(3) Eine erwerbsfähige leistungsberechtigte Person kann einem Arbeitgeber zugewiesen werden, wenn
- 1. sie das 25. Lebensjahr vollendet hat,
- 2. sie für insgesamt mindestens sechs Jahre innerhalb der letzten sieben Jahre Leistungen zur Sicherung des Lebensunterhalts nach diesem Buch erhalten hat,
- 3. sie in dieser Zeit nicht oder nur kurzzeitig sozialversicherungspflichtig oder geringfügig beschäftigt oder selbständig tätig war und
- 4. für sie Zuschüsse an Arbeitgeber nach Absatz 1 noch nicht für eine Dauer von fünf Jahren erbracht worden sind.
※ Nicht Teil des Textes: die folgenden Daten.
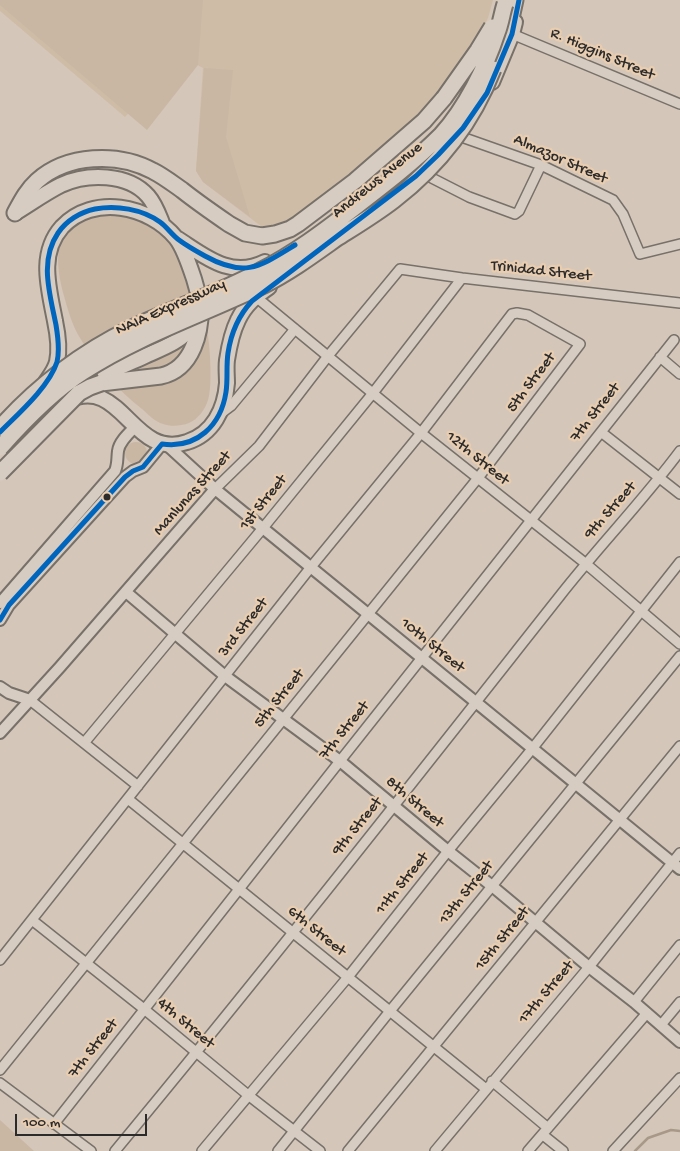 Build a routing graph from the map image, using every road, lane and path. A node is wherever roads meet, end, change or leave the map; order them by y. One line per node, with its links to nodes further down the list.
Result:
1 (509, 1): 2 (main road, Andrews Avenue); 4 (main road, Andrews Avenue); 8 (highway, bridge); 27 (highway, NAIA Expressway, bridge); 32 (highway, NAIA Expressway, bridge)
2 (512, 34): 3 (street, R. Higgins Street); 5 (main road, Andrews Avenue)
3 (680, 104)
4 (449, 118): 5 (main road); 10 (main road, Andrews Avenue)
5 (460, 132): 6 (street, Almazor Street); 7 (main road, Andrews Avenue)
6 (541, 165): 7 (street); 11 (street, Almazor Street)
7 (420, 172): 14 (main road, Andrews Avenue)
8 (15, 213): 9 (main road)
9 (162, 223): 10 (main road); 28 (main road)
10 (177, 239): 15 (main road)
11 (680, 244)
12 (400, 269): 13 (street, Trinidad Street); 20 (street, Manlunas Street)
13 (462, 278): 16 (street, Trinidad Street); 23 (street, 1st Street)
14 (256, 297): 18 (street, 12th Street); 25 (main road, Andrews Avenue)
15 (200, 301): 24 (main road); 37 (highway, bridge)
16 (680, 303)
17 (512, 314): 29 (street, 3rd Street); 38 (street, 5th Street)
18 (295, 329): 20 (street, 12th Street); 25 (street)
19 (674, 340): 21 (street, 7th Street)
20 (328, 356): 23 (street, 12th Street); 40 (street, Manlunas Street)
21 (660, 357): 22 (street); 30 (street, 7th Street)
22 (680, 374)
23 (373, 393): 29 (street, 12th Street); 43 (street, 1st Street)
24 (53, 408): 26 (main road); 35 (main road)
25 (219, 415): 31 (main road)
26 (135, 427): 31 (main road); 34 (street)
27 (0, 428)
28 (0, 432)
29 (421, 432): 38 (street, 12th Street); 46 (street, 3rd Street)
30 (601, 432): 39 (street); 42 (street, 7th Street)
31 (164, 444): 36 (street); 40 (street, 10th Street)
32 (0, 448)
33 (680, 451): 39 (street, 9th Street)
34 (119, 457): 36 (street); 48 (street)
35 (0, 469)
36 (133, 471): 51 (street)
37 (0, 473)
38 (478, 478): 42 (street, 12th Street); 50 (street, 5th Street)
39 (660, 478): 41 (street); 45 (street, 9th Street)
40 (215, 489): 43 (street, 10th Street); 47 (street, Manlunas Street)
41 (680, 494)
42 (531, 521): 45 (street, 12th Street); 55 (street, 7th Street)
43 (263, 528): 46 (street, 10th Street); 52 (street, 1st Street)
44 (680, 562): 49 (street, 11th Street)
45 (585, 564): 49 (street, 12th Street); 59 (street, 9th Street)
46 (311, 567): 50 (street, 10th Street); 56 (street, 3rd Street)
47 (126, 592): 52 (street, 8th Street); 58 (street, Manlunas Street)
48 (0, 603)
49 (642, 611): 53 (street, 12th Street); 64 (street, 11th Street)
50 (368, 614): 55 (street, 10th Street); 60 (street, 5th Street)
51 (0, 620)
52 (175, 634): 56 (street, 8th Street); 62 (street, 1st Street)
53 (680, 644)
54 (680, 656): 66 (street, 13th Street)
55 (422, 657): 59 (street, 10th Street); 65 (street, 7th Street)
56 (226, 676): 60 (street, 8th Street); 67 (street, 3rd Street)
57 (0, 687): 58 (street)
58 (30, 700): 61 (street, Manlunas Street); 62 (street)
59 (476, 702): 64 (street, 10th Street); 69 (street, 9th Street)
60 (283, 719): 65 (street, 8th Street); 71 (street, 5th Street)
61 (0, 733)
62 (84, 743): 67 (street)
63 (680, 746): 70 (street, 15th Street)
64 (532, 749): 66 (street, 10th Street); 72 (street, 11th Street)
65 (340, 761): 69 (street, 8th Street); 76 (street, 7th Street)
66 (576, 784): 70 (street, 10th Street); 75 (street, 13th Street)
67 (138, 786): 68 (street, 3rd Street)
68 (128, 799): 71 (street, 6th Street); 77 (street, 3rd Street)
69 (394, 806): 72 (street, 8th Street); 79 (street, 9th Street)
70 (619, 819): 74 (street, 10th Street); 78 (street, 15th Street)
71 (183, 844): 76 (street, 6th Street); 82 (street, 5th Street)
72 (448, 851): 75 (street, 8th Street); 84 (street, 11th Street)
73 (680, 853): 74 (street, 17th Street)
74 (676, 866): 83 (street, 17th Street)
75 (492, 886): 78 (street, 8th Street); 88 (street, 13th Street)
76 (239, 888): 79 (street, 6th Street); 87 (street, 7th Street)
77 (32, 920): 81 (street, 3rd Street); 82 (street, 4th Street)
78 (536, 923): 83 (street, 8th Street); 92 (street, 15th Street)
79 (292, 932): 84 (street, 6th Street); 93 (street, 9th Street)
80 (680, 945): 85 (street)
81 (0, 960)
82 (86, 963): 87 (street, 4th Street); 94 (street, 5th Street)
83 (589, 967): 85 (street, 8th Street); 97 (street, 17th Street)
84 (348, 977): 88 (street, 6th Street); 98 (street, 11th Street)
85 (634, 1002): 89 (street, 8th Street)
86 (680, 1002): 90 (street)
87 (144, 1009): 93 (street, 4th Street); 99 (street, 7th Street)
88 (390, 1011): 92 (street, 6th Street); 100 (street, 13th Street)
89 (647, 1013): 90 (street, 8th Street); 101 (street)
90 (661, 1025): 91 (street, 8th Street)
91 (680, 1042)
92 (434, 1047): 97 (street, 6th Street); 107 (street, 15th Street)
93 (197, 1052): 98 (street, 4th Street); 103 (street, 9th Street)
94 (0, 1070)
95 (680, 1078): 111 (street)
96 (0, 1083): 99 (street)
97 (489, 1085): 101 (street, 6th Street); 108 (street, 17th Street)
98 (248, 1095): 100 (street, 4th Street); 104 (street, 11th Street)
99 (54, 1124): 102 (street)
100 (295, 1131): 105 (street, 13th Street); 106 (street, 4th Street)
101 (545, 1131): 109 (street); 110 (street, 6th Street)
102 (91, 1151)
103 (115, 1151)
104 (202, 1151)
105 (278, 1151)
106 (320, 1151)
107 (348, 1151)
108 (435, 1151)
109 (528, 1151)
110 (563, 1151)
111 (614, 1151)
In der Regel soll die erwerbsfähige leistungsberechtigte Person bereits für einen Zeitraum von mindestens zwei Monaten eine ganzheitliche Unterstützung erhalten haben. Abweichend von Satz 1 Nummer 2 kann eine erwerbsfähige leistungsberechtigte Person, die in den letzten fünf Jahren Leistungen zur Sicherung des Lebensunterhalts nach diesem Buch erhalten hat, einem Arbeitgeber zugewiesen werden, wenn sie in einer Bedarfsgemeinschaft mit mindestens einem minderjährigen Kind lebt oder schwerbehindert im Sinne des § 2 Absatz 2 und 3 des Neunten Buches ist.